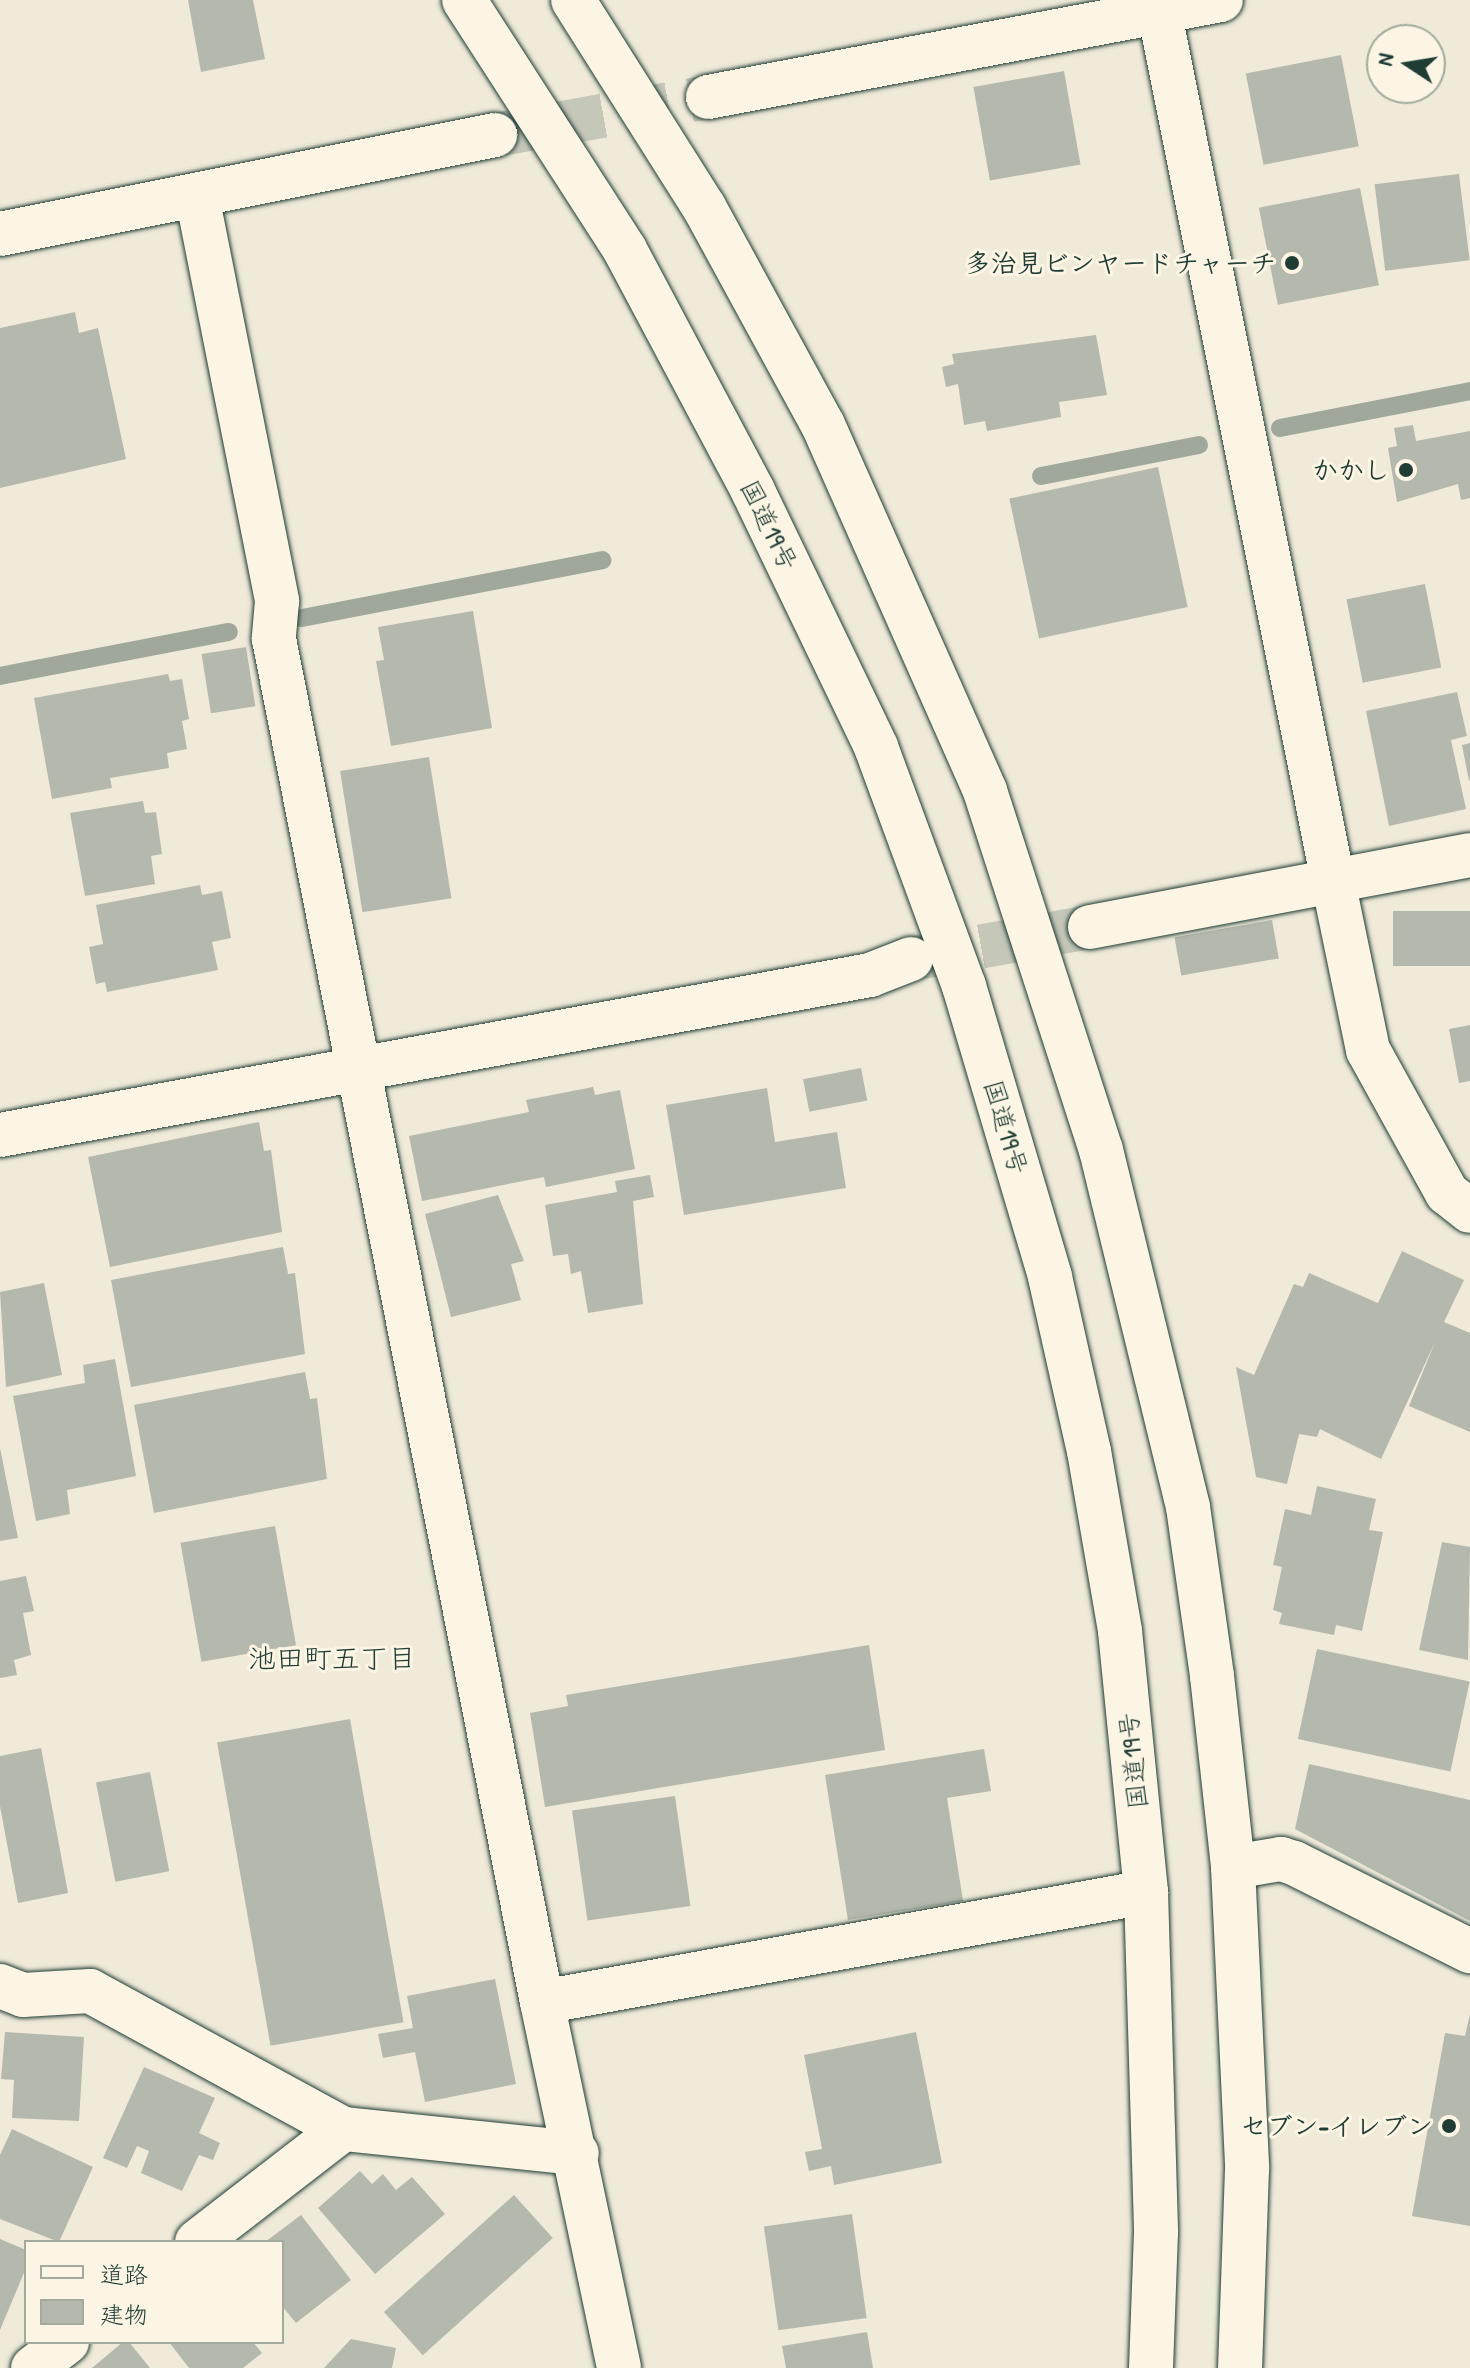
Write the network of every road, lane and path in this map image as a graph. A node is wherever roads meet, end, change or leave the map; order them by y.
1 (464, 0) edge
2 (573, 0) edge
3 (1221, 0) edge
4 (1158, 6) edge
5 (708, 97) tunnel mouth
6 (495, 135) tunnel mouth
7 (197, 196) junction
8 (0, 234) edge
9 (1470, 855) edge
10 (1333, 881) junction
11 (1090, 927) tunnel mouth
12 (911, 959) tunnel mouth
13 (359, 1065) junction
14 (0, 1135) edge
15 (1470, 1211) edge
16 (1233, 1867) junction
17 (1146, 1892) junction
18 (1470, 1951) edge
19 (0, 1986) edge
20 (542, 2002) junction
21 (343, 2129) junction
22 (577, 2153) junction
23 (200, 2240) edge
24 (64, 2344) edge
25 (33, 2368) edge
26 (619, 2368) edge
27 (1151, 2368) edge
28 (1240, 2368) edge

1 - 17 main road, 国道19号
2 - 16 main road
3 - 4 main road
4 - 5 main road
4 - 10 main road
6 - 7 main road
7 - 8 main road
7 - 13 main road
9 - 10 main road
10 - 11 main road
10 - 15 main road
12 - 13 main road
13 - 14 main road
13 - 20 main road
16 - 18 main road
16 - 28 main road
17 - 20 main road
17 - 27 main road, 国道19号
19 - 21 main road
20 - 22 main road
21 - 22 main road
21 - 23 main road
22 - 26 main road
24 - 25 main road

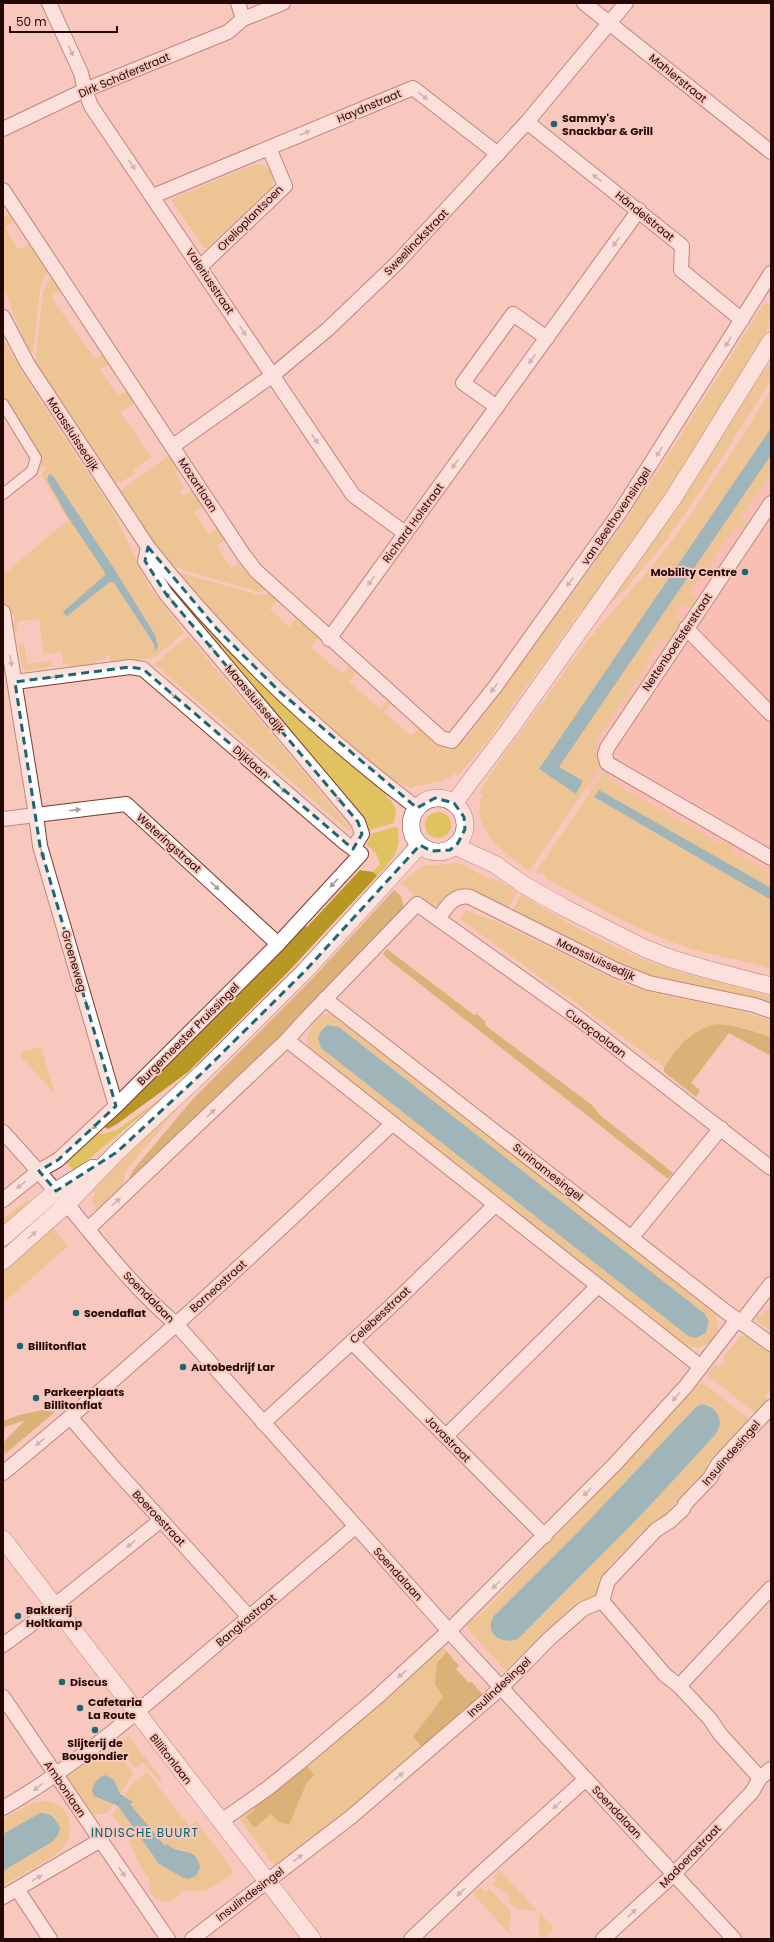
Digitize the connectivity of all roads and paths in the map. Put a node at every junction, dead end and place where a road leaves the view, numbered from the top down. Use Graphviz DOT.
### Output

───

**EXERCISE OBJECTIVE:** Word for word, write out each line of the records, but leave the pictures behind.

**TASK OUTPUT:**
Write the network of every road, lane and path in this map image as a graph. A node is wherever roads meet, end, change or leave the map; order them by y.
1 (464, 0) edge
2 (573, 0) edge
3 (1221, 0) edge
4 (1158, 6) edge
5 (708, 97) tunnel mouth
6 (495, 135) tunnel mouth
7 (197, 196) junction
8 (0, 234) edge
9 (1470, 855) edge
10 (1333, 881) junction
11 (1090, 927) tunnel mouth
12 (911, 959) tunnel mouth
13 (359, 1065) junction
14 (0, 1135) edge
15 (1470, 1211) edge
16 (1233, 1867) junction
17 (1146, 1892) junction
18 (1470, 1951) edge
19 (0, 1986) edge
20 (542, 2002) junction
21 (343, 2129) junction
22 (577, 2153) junction
23 (200, 2240) edge
24 (64, 2344) edge
25 (33, 2368) edge
26 (619, 2368) edge
27 (1151, 2368) edge
28 (1240, 2368) edge

1 - 17 main road, 国道19号
2 - 16 main road
3 - 4 main road
4 - 5 main road
4 - 10 main road
6 - 7 main road
7 - 8 main road
7 - 13 main road
9 - 10 main road
10 - 11 main road
10 - 15 main road
12 - 13 main road
13 - 14 main road
13 - 20 main road
16 - 18 main road
16 - 28 main road
17 - 20 main road
17 - 27 main road, 国道19号
19 - 21 main road
20 - 22 main road
21 - 22 main road
21 - 23 main road
22 - 26 main road
24 - 25 main road

Digitize the connectivity of all roads and paths in the map. Put a node at every junction, dead end and place where a road leaves the view, numbered from the top down. Use Graphviz DOT.
### Output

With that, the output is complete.